NEW YORK -- As Jeff Pentland familiarizes himself with the Yankees' roster, the newly-hired hitting coach is looking forward to gaining the trust of those players and imparting the knowledge that he has accumulated over more than four decades in the game.
Pentland, 68, plans to begin speaking to the Yankees' hitters over the next few weeks, laying a foundation for work to be done in the spring and during the season. He is being challenged to turn around an offense that produced just 633 runs last season, ranking 13th among the 15 American League clubs.
"Once you start this gig, it never stops," Pentland said Thursday. "It goes all the way to the end of the season, and the hitting coach's job is never done. You just prepare and you're not always copacetic with every player, but the only thing that matters is to be able to communicate and be there and help them through the tough spots, which there are plenty in this game."
Having worked last season as the Marlins' organizational hitting coordinator, Pentland has previously served as a hitting coach with the Marlins (1996), Cubs (1997-2002), Royals (2003-05), Mariners (2006-08) and Dodgers (2008-11). General manager Brian Cashman said that Pentland came highly recommended and that "everything came out roses" in the interview process.
Among Pentland's former pupils is Carlos Beltran; they worked together in Kansas City. Beltran batted .233 with 15 home runs and 49 RBIs in an injury-marred first season with the Yanks, and Pentland believes Beltran will offer more production in 2015.

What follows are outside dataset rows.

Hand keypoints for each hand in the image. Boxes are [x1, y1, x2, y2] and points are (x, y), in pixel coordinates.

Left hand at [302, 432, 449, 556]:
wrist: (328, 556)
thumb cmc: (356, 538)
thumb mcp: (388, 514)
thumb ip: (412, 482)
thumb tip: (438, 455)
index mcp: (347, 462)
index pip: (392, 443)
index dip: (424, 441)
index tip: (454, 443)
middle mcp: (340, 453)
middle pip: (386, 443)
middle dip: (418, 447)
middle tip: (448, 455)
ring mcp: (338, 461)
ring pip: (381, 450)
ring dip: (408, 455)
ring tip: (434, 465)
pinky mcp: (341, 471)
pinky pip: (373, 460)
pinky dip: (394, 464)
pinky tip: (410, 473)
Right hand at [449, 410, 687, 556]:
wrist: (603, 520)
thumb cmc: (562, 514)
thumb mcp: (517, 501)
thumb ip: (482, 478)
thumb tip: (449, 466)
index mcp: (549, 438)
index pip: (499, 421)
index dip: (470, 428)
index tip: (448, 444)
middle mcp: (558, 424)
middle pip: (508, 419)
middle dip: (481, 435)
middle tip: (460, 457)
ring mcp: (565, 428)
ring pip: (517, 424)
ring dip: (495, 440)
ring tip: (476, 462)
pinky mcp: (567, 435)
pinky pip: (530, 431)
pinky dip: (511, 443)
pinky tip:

"I had Carlos when he was obviously a little younger, but him and I had a great rapport, and I'm sure that will continue," Pentland said. "He was a tremendous athlete. Obviously he's not 25 anymore, but there's plenty left in him. His experience and his knowledge of hitting [are helpful], and he's been in New York before. We've just got to keep him healthy."
Pentland has similar hopes for Mark Teixeira, who batted just .216 last season and has seen his numbers sag due to injuries and aggressive defensive shifting. Pentland said that if any changes were to be made with players' swings, it would be done during Spring Training.
"The shift becomes almost a mental block sometimes," Pentland said. "It's not only the Yankees, it's a lot of teams that are going through that situation. You can't completely change players, but we certainly could talk about it and work on it and make them understand. Sometimes you've got to think more in the middle of the diamond rather than focus on so much pull. But obviously that's something between me and the player."
The Yankees are unsure of what to expect from Alex Rodriguez, and they have been cautious about counting on him as a third baseman or a designated hitter, but Pentland is looking for production from Rodriguez as he returns from his season-long suspension.
"I saw him in his first professional games and in the instructional league," Pentland said. "He's been a tremendous talent over the years. I'm looking forward to being around him and being with him. Him and I have talked over the years, just 'Hi' and 'Hello' kind of conversations, but I have a great deal of respect for his career and what he's done. I have a great deal of respect for him. I hope he has a successful season, and I'll be there for him."
Pentland will have the help of Alan Cockrell, who was named as the club's assistant hitting coach last week. Several candidates interviewed by the Yanks opined that the hitting coach position has grown too large for one man to handle, a stance that Pentland agreed with.
"The technical ability of video and TVs and statistics, it's just become overwhelming," Pentland said. "As hitting coaches, we have to weed out information to give the hitters a simple approach. When you're sitting in there against 95 [mph], your brain can't do a whole lot. It has to be focused on the ball."